Chart 1: Source, Office for Budget Responsibility and Authors Calculations (c) Roger Farmer 2017
In 2017-2018 the Office for Budget Responsibility (OBR) expects that tax revenues will be equal to 37% of national income. Chart 1 breaks this down by whether those revenues came from taxes on labour, capital or sales.
To construct this chart, I took the major sources of revenue from OBR’s tax by tax – spend by spend data and I allocated each major revenue source to either labour, capital or sales taxes. Sales taxes include VAT and petrol and taxes on alcohol and tobacco.<1>
The UK generates approximately £1.9 trillion in income of which 2/3 is paid as wages and 1/3 goes to the owners of capital in the form of profits, rents, dividends and capital gains. If tax revenues were raised in proportion to these two sources of income, we would expect that the revenue raised from capital should be approximately 1/3 of the revenue from income taxes. In reality, taxes on labour income account for 61% of tax revenues and taxes on capital for only 8%.
To put my proposal for a wealth tax in context, let me revisit some of the principles of the public finances. For at least two hundred years, there has been a public consensus in favour of progressive taxation. In other words, a rich person should not only pay a higher amount in taxes; that person should also pay a higher percentage of his or her income in taxes. That principle is encoded into the current system of income taxation whereby those earning less than £11,500k pay nothing and those earning more than £11,500 pay income tax at a graduated rate. That rate increases in steps with the highest rate currently set at 45%.
So far so good. But there is a growing consensus that the very wealthy are not paying their fair share. The offshore schemes unearthed in the recent Paradise Papers scandal, may all be legal. But to many, they do not seem just. It is relatively easy to raise taxes from wage income. It is much harder to raise taxes from capital income.
Suppose that you own shares in a company that pays little or no dividends. The company nevertheless makes a healthy profit that it reinvests. Because you receive no dividends, you pay no income tax. But because the company is profitable, its shares keep appreciating and, when you sell those shares, you will make a capital gain. Currently, the maximum tax you will pay on that capital gain is 20%. The very rich earn little of their income from wages and thus the top marginal rate of 45% never applies.

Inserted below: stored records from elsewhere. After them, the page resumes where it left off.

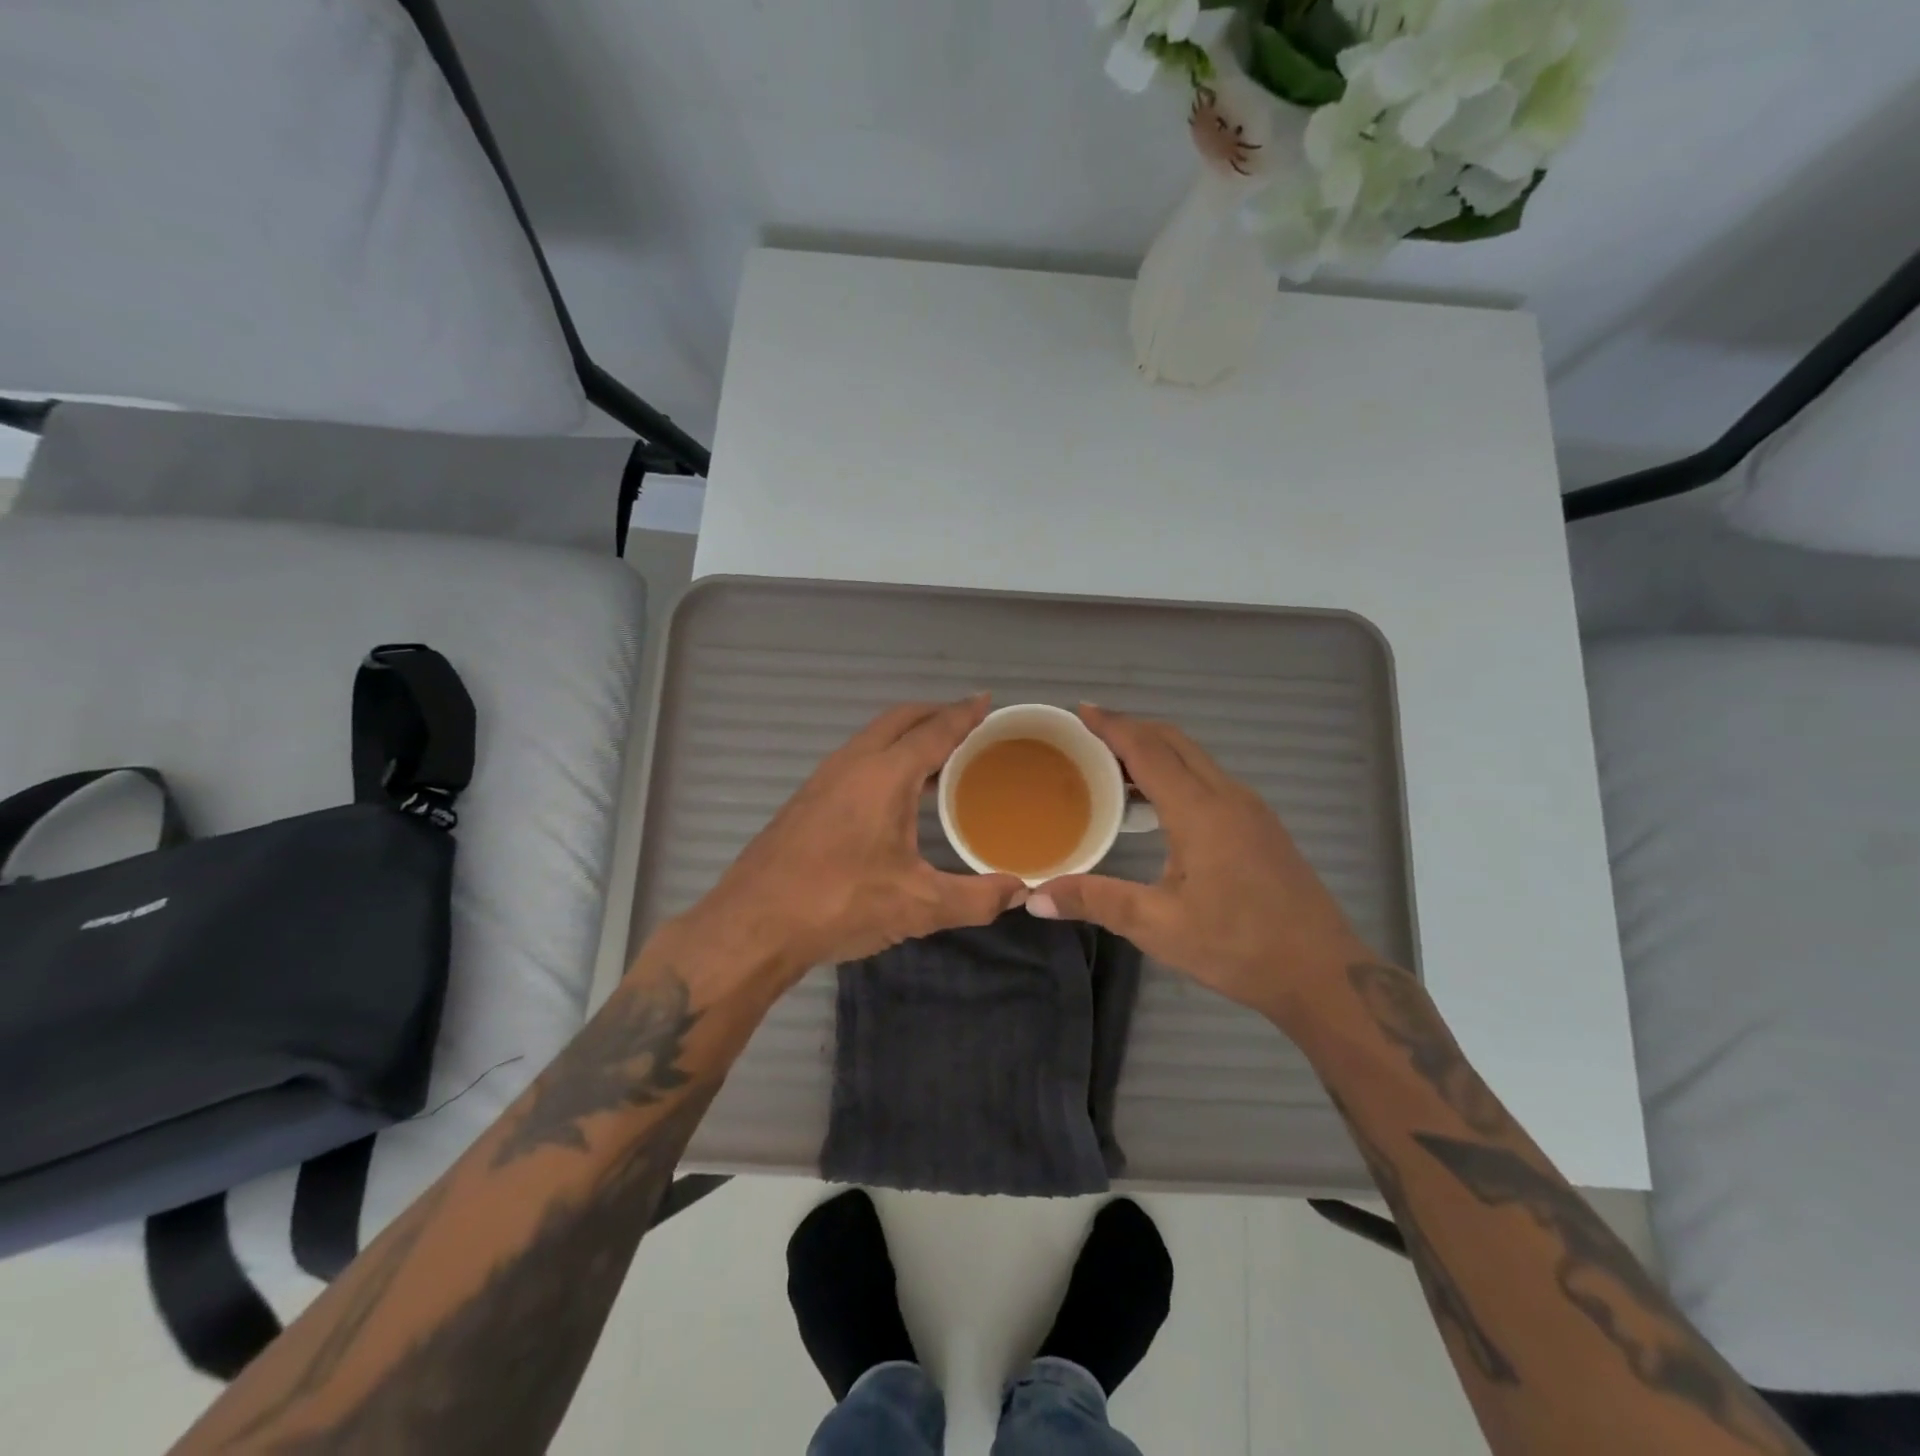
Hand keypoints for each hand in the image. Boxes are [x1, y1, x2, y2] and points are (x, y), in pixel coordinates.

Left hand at [678, 697, 1027, 991]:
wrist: (754, 925)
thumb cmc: (839, 904)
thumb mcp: (917, 906)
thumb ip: (976, 898)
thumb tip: (1020, 891)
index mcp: (884, 776)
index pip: (934, 731)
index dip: (964, 714)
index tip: (986, 700)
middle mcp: (853, 764)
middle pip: (900, 719)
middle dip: (935, 713)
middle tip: (967, 722)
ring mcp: (824, 779)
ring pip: (873, 737)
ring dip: (906, 733)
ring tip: (937, 753)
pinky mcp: (807, 799)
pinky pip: (856, 757)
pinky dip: (884, 754)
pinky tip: (893, 791)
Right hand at [1029, 705, 1372, 1028]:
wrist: (1323, 973)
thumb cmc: (1239, 947)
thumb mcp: (1159, 927)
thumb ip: (1096, 901)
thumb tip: (1035, 897)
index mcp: (1201, 811)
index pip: (1149, 750)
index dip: (1113, 726)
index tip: (1081, 711)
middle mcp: (1228, 796)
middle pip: (1175, 742)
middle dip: (1131, 730)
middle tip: (1088, 735)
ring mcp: (1251, 809)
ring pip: (1195, 759)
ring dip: (1155, 751)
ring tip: (1112, 767)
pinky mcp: (1260, 826)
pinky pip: (1210, 779)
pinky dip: (1176, 773)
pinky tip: (1157, 805)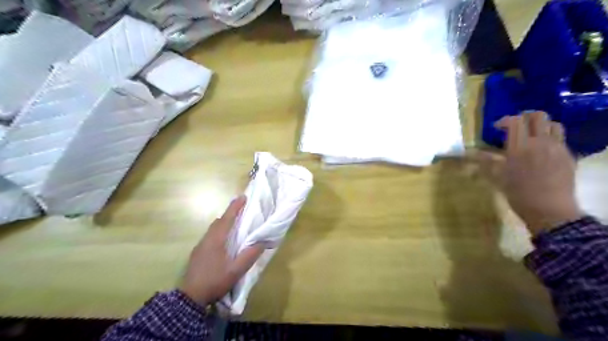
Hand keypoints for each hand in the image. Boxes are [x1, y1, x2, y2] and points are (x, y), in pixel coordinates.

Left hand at [180, 195, 266, 303]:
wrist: (190, 297)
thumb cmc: (214, 281)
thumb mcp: (236, 271)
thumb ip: (249, 255)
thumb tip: (262, 242)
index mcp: (216, 240)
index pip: (227, 218)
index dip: (235, 207)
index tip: (243, 197)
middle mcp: (207, 239)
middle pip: (218, 221)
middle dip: (230, 213)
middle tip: (241, 211)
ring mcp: (200, 246)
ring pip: (213, 228)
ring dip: (223, 222)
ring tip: (234, 225)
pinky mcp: (197, 253)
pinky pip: (210, 235)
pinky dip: (218, 231)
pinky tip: (223, 241)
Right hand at [478, 112, 580, 233]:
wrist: (550, 211)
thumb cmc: (518, 194)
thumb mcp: (498, 177)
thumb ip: (486, 161)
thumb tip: (471, 152)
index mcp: (520, 147)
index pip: (515, 121)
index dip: (504, 120)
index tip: (496, 128)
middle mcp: (540, 142)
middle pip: (538, 116)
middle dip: (524, 117)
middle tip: (515, 126)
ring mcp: (557, 148)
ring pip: (553, 124)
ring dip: (540, 125)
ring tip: (531, 135)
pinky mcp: (568, 156)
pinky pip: (560, 138)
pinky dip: (550, 138)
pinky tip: (541, 150)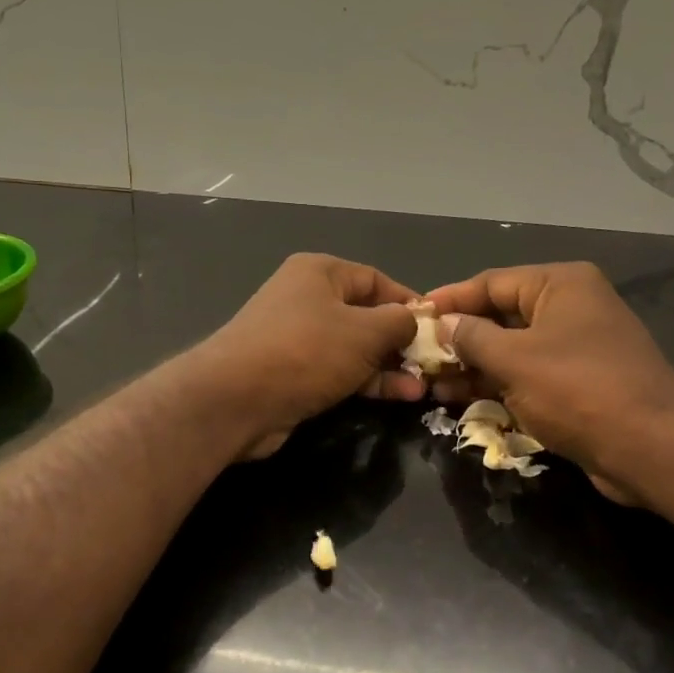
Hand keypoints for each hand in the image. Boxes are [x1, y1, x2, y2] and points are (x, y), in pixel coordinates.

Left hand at [193, 253, 424, 458]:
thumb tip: (413, 320)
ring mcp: (297, 338)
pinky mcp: (292, 373)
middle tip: (432, 364)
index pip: (376, 280)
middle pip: (366, 315)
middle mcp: (307, 299)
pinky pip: (338, 371)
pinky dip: (366, 382)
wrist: (235, 400)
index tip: (438, 328)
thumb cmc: (306, 351)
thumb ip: (398, 322)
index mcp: (320, 272)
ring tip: (423, 387)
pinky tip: (398, 397)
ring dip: (388, 366)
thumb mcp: (364, 331)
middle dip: (400, 340)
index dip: (409, 302)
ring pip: (354, 348)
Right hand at [424, 262, 673, 503]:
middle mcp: (569, 307)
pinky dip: (496, 384)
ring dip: (472, 365)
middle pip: (500, 315)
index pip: (491, 282)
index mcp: (560, 285)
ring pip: (511, 349)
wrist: (652, 447)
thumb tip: (442, 324)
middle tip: (418, 356)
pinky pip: (526, 374)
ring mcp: (575, 346)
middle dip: (458, 338)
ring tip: (431, 383)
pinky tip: (460, 399)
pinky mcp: (577, 382)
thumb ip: (471, 337)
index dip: (450, 299)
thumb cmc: (578, 389)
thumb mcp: (514, 359)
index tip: (413, 316)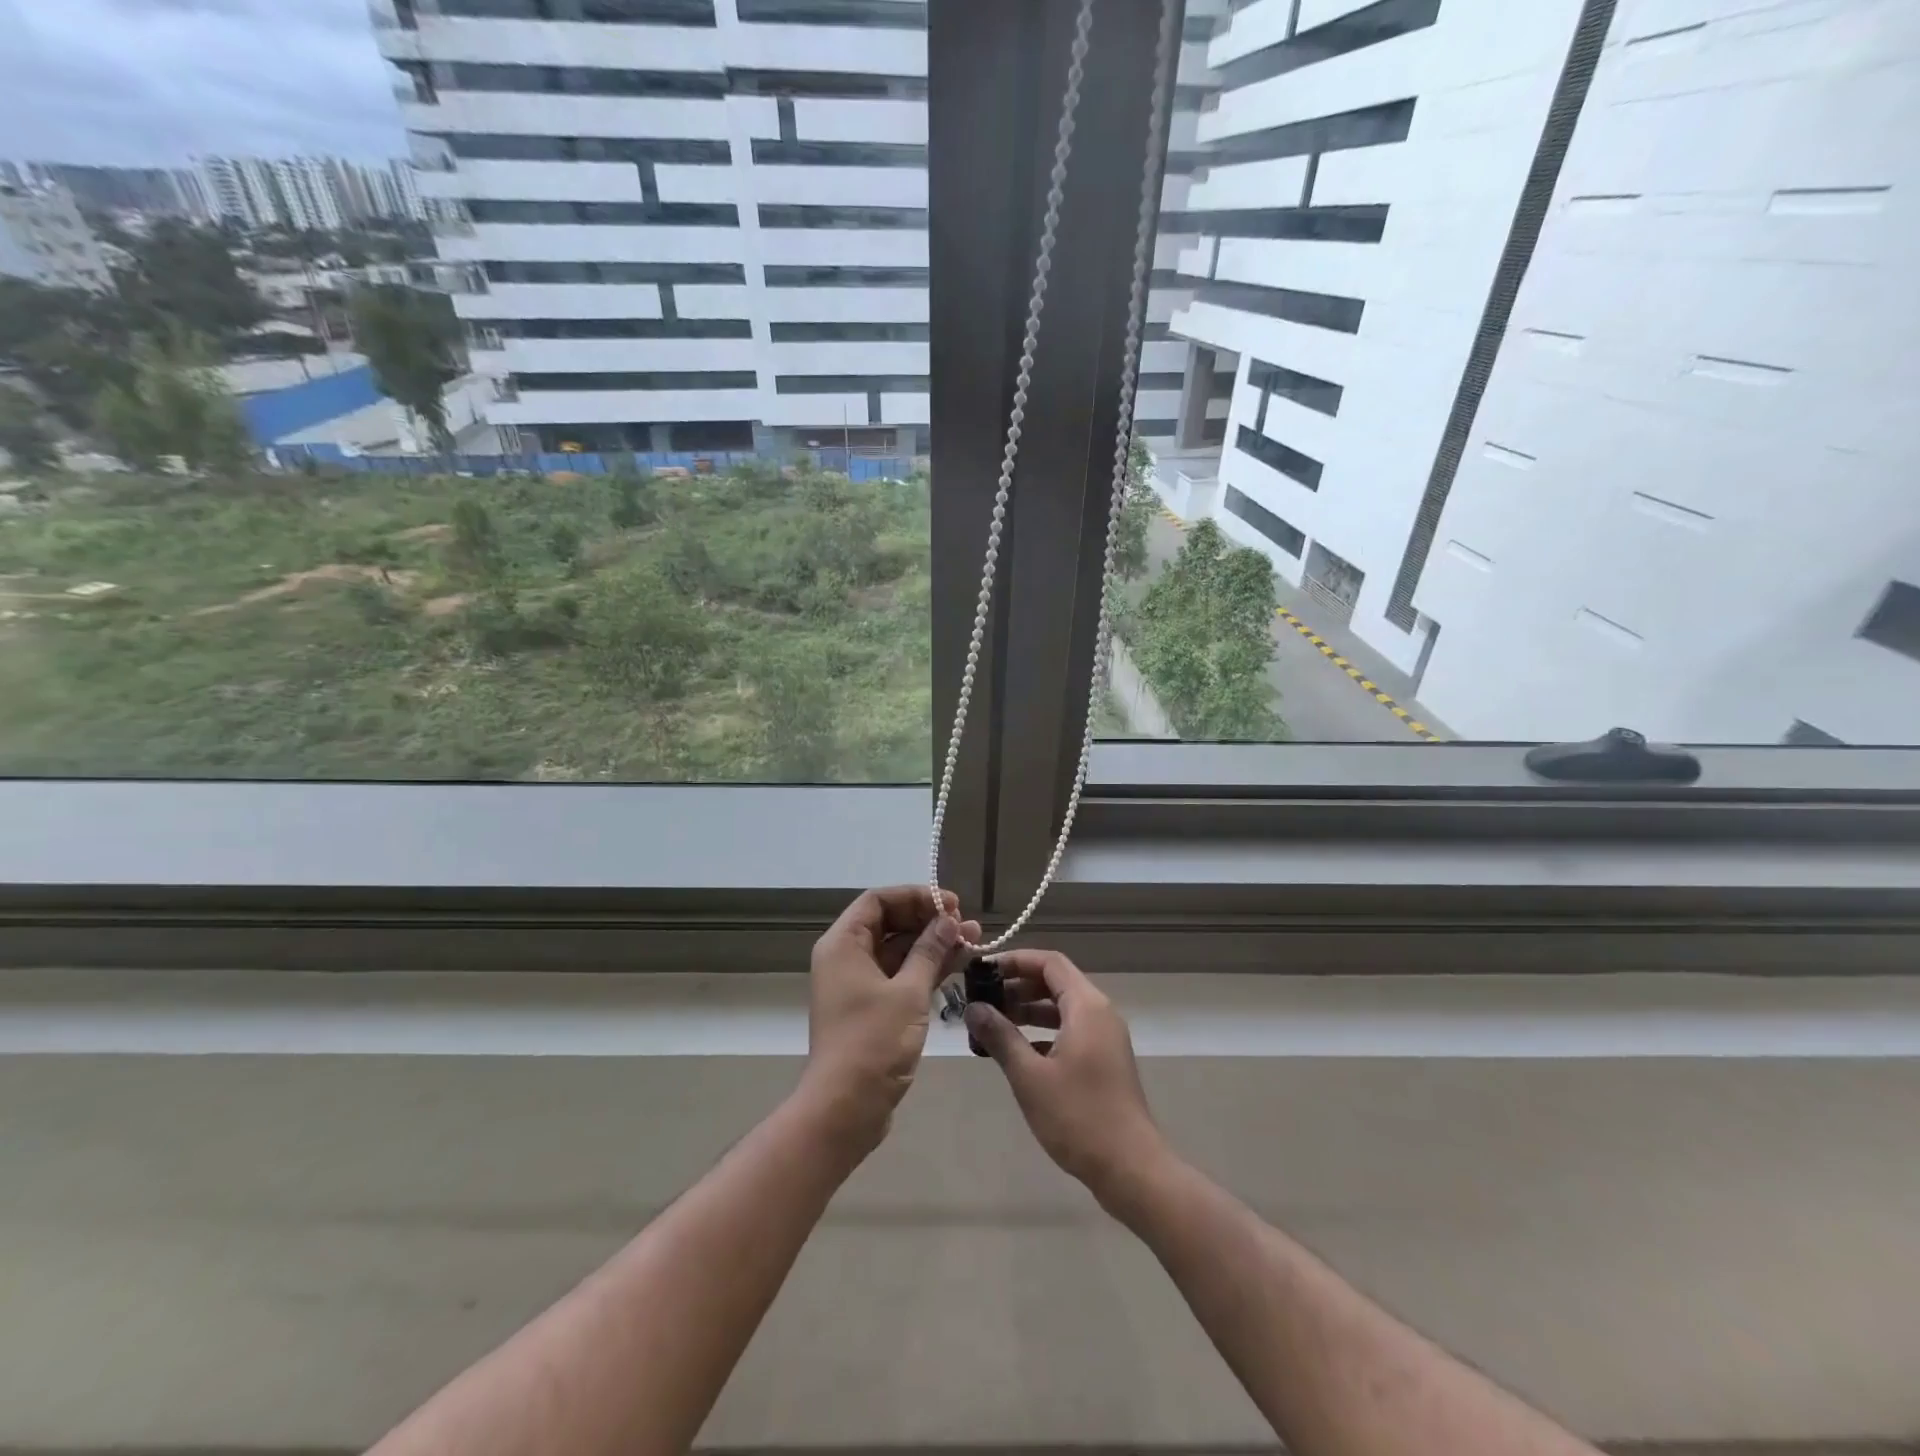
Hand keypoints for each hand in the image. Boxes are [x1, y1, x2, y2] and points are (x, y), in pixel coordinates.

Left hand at [801, 885, 977, 1156]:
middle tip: (965, 923)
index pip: (878, 900)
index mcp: (843, 944)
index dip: (915, 896)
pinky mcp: (871, 1007)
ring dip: (933, 944)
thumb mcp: (908, 992)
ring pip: (898, 950)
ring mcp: (858, 984)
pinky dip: (926, 968)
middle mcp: (846, 958)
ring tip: (973, 940)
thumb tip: (948, 920)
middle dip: (929, 920)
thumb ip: (930, 950)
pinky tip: (959, 964)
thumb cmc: (873, 1042)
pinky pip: (900, 974)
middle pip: (889, 922)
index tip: (950, 903)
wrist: (846, 1107)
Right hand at [964, 949, 1166, 1201]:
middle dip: (1018, 986)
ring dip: (1029, 1010)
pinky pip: (1070, 1029)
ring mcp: (1105, 1037)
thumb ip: (1000, 1036)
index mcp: (1086, 1006)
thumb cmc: (1078, 1116)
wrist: (1130, 1167)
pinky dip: (1043, 1032)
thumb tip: (973, 1008)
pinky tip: (1018, 1052)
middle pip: (1055, 982)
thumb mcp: (1030, 1076)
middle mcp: (1100, 1012)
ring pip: (1062, 1008)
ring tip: (992, 1023)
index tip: (984, 970)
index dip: (1015, 960)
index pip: (1049, 962)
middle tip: (982, 999)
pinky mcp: (1105, 1059)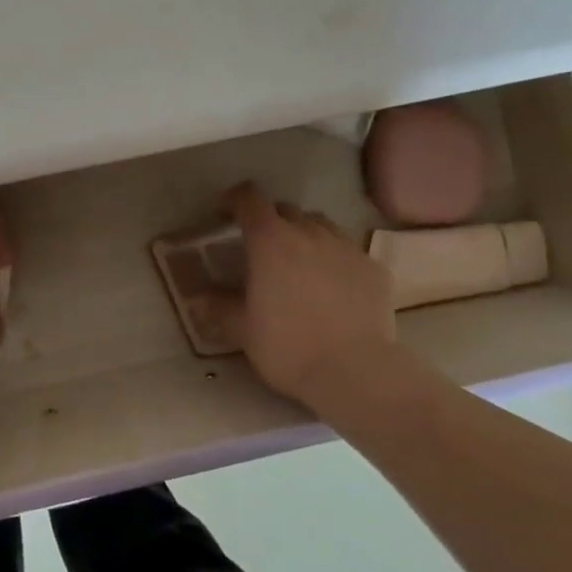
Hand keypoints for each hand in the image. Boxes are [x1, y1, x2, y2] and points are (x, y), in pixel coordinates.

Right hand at [203, 182, 397, 405]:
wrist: (355, 372)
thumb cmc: (288, 346)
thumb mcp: (242, 330)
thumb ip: (219, 307)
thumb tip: (197, 298)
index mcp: (270, 240)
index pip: (249, 199)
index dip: (235, 199)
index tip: (226, 211)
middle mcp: (309, 232)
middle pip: (285, 210)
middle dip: (271, 220)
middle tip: (263, 247)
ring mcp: (345, 247)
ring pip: (320, 225)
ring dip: (305, 235)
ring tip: (300, 262)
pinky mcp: (374, 268)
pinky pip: (349, 252)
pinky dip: (336, 260)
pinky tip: (335, 287)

The Office for National Statistics estimates UK wealth to be roughly £9 trillion of which £3.5 trillion is in the form of factories and machines and £5.5 trillion is in the form of property. The Institute for Fiscal Studies (IFS) estimates that 40% of that wealth is held by the top 5% of wealth owners and 20% is held by the top 1%. £9 trillion generates an annual flow of income of roughly £450 billion. 40% of £450 billion is £180 billion. Assuming that the top five percent of wealth owners are in the 45% tax bracket, one could argue that the Chancellor should be receiving an income of £81 billion from those individuals. My proposal is more modest.
According to my calculations, a wealth tax of 1.2% levied on net assets greater than £700,000 would raise approximately £43b in revenue, enough to replace existing taxes on capital and still have £2b to spare. I chose a threshold of £700,000 because the IFS estimates that it is the cut-off for the top 5% of the UK wealth distribution. A person with net assets of £700k is at the 95th percentile and his or her assets would, under this plan, be tax free. There is, of course, no need for a new proposed tax to be revenue neutral. A tax of 2% on net wealth greater than £700k would raise £72 billion and allow the Chancellor to lower the top rate of income tax on earned income or to fund important spending programmes such as defence, education or health care.
Any major tax reform is likely to have unforeseen consequences and this plan is no exception. One major change from existing policy is that the wealth tax I am proposing would apply not only to wealth held in the form of factories and machines, but also to wealth held in the form of residential property. Currently, those with net assets of £700,000 or more own property worth £2.2 billion (40% of £5.5b) for which they are receiving no income. It is likely that a wealth tax would provide incentives to convert housing wealth into income earning assets. That would put downward pressure on property prices and increase investment in productive capital thereby making houses more affordable and increasing labour productivity at a single stroke.
The British people are tired of austerity and there is a growing concern that our nurses, firefighters and police men and women deserve better. Mr Hammond, I respectfully ask that you consider my proposal for tax reform. It might just provide a simple and popular way to balance the books.
<1> The three major sources of government revenues are pay as you earn (PAYE) income taxes, 20%, National Insurance (NI) contributions, 17.5%, and VAT 16.9%. Together, these three taxes make up 54% of all treasury receipts. To get to the labour tax data I added two-thirds of self-employment income and two-thirds of corporation tax. To get to the capital tax figure I added one-third of self-employment income, one-third of corporate taxes and all of capital gains taxes and inheritance taxes. The two-third, one-third division is based on the rough calculation that two-thirds of national income goes to labour and one-third to capital.